Tous ces éléments militent en faveur d’une distinction juridique et aussi fonctionnelle très ferme des deux fonctions de maître du service et l’opérateur : celui qui en principe commande et celui qui en principe fait, exécute, assure le quotidien, répond de la bonne marche du service.
A ce propos il nous faut, en reprenant les distinctions exposées plus haut, distinguer plusieurs choses.

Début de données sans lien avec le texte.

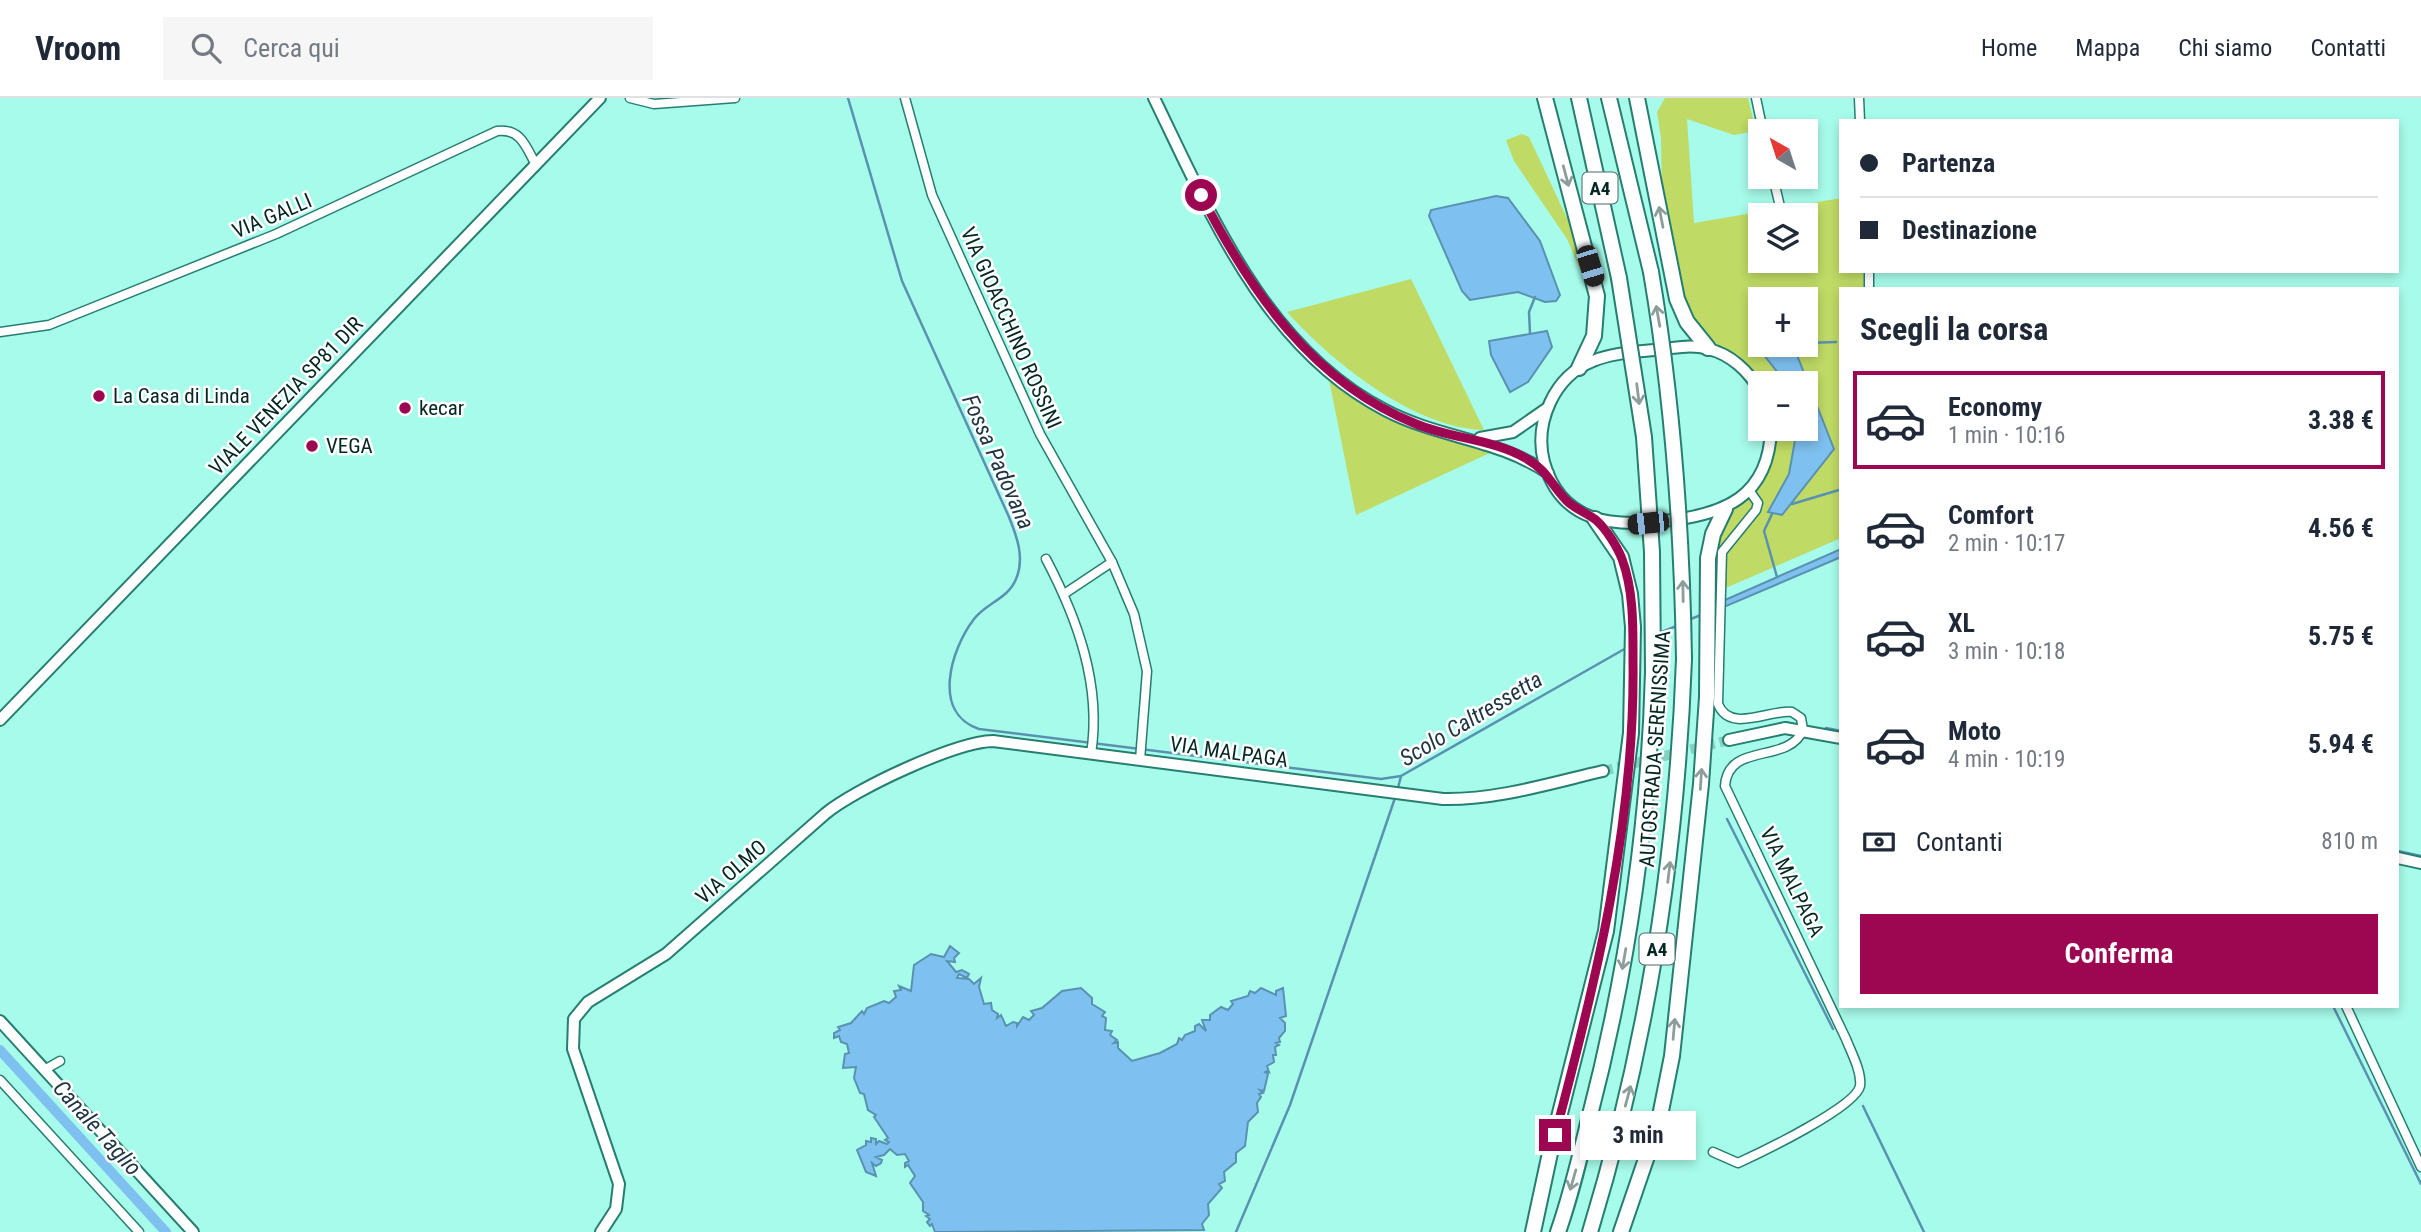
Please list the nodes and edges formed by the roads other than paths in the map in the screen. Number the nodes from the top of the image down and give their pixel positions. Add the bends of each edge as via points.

Si le service public est dévolu par la loi à une institution publique autonome spécialisée, parfaitement organisée, bénéficiant de ressources propres et dotées de statuts précis, on comprend que dans ces conditions, la collectivité publique de rattachement (sous l’autorité de laquelle cette autorité est placée) n’ait pas grand-chose à dire, n’ait pas beaucoup d’ordres à lui donner… sauf à envoyer des représentants au conseil d’administration pour y défendre certaines positions et sauf bien sûr à exercer des missions de contrôle… Les décisions politiques relatives aux directions à suivre, à la programmation des activités, à la population cible à servir sont normalement prises par le Conseil d’administration composé des représentants des acteurs publics et sociaux en présence. Il se peut d’ailleurs que la maîtrise du service la plus manifeste prenne la forme assez inattendue d’un contrat passé entre l’Etat et l’organisme en question conclu pour une demi douzaine d’année et qui convient d’objectifs à atteindre et de contributions à allouer en fonction des objectifs à atteindre et aussi des succès enregistrés au fur et à mesure.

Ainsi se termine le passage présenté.